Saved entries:
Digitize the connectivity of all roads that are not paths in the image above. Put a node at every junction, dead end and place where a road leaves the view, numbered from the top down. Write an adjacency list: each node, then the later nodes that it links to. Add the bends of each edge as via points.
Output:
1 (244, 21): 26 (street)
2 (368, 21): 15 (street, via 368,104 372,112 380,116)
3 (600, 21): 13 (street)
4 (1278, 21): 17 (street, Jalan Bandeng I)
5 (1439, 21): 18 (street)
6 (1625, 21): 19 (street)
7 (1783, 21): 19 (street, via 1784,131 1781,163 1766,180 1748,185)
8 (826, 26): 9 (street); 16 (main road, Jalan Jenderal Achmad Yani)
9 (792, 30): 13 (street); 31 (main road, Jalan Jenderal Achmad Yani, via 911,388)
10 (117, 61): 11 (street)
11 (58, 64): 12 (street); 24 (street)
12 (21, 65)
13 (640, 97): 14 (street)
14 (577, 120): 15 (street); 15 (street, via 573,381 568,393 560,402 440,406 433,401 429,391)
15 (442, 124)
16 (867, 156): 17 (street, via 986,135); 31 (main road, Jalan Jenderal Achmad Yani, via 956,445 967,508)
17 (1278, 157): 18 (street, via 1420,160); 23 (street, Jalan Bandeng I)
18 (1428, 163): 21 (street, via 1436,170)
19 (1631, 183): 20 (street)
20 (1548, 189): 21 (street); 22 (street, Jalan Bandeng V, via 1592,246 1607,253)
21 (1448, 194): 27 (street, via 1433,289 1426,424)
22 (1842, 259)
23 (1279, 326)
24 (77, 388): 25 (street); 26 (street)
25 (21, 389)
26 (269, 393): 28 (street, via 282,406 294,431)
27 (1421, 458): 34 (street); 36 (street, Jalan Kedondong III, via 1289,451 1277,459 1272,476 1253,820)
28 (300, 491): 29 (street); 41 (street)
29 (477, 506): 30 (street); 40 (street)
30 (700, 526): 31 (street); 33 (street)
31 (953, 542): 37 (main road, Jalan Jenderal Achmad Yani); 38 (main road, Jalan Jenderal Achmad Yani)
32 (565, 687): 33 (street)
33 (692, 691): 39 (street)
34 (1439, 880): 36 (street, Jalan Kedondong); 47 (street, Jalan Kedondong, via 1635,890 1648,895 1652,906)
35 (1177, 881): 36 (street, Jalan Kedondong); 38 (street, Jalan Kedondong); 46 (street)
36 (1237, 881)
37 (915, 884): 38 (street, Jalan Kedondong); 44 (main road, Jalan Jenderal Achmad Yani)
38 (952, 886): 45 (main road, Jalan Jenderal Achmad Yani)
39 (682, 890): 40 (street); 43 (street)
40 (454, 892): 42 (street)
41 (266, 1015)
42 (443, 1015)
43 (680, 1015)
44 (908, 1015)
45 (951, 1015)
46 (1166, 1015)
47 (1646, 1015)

## What this task involves
In which lines of the records does the word "Bandeng" appear? Copy each of them.

## Exercise answer
4 (1278, 21): 17 (street, Jalan Bandeng I)
17 (1278, 157): 18 (street, via 1420,160); 23 (street, Jalan Bandeng I)
20 (1548, 189): 21 (street); 22 (street, Jalan Bandeng V, via 1592,246 1607,253)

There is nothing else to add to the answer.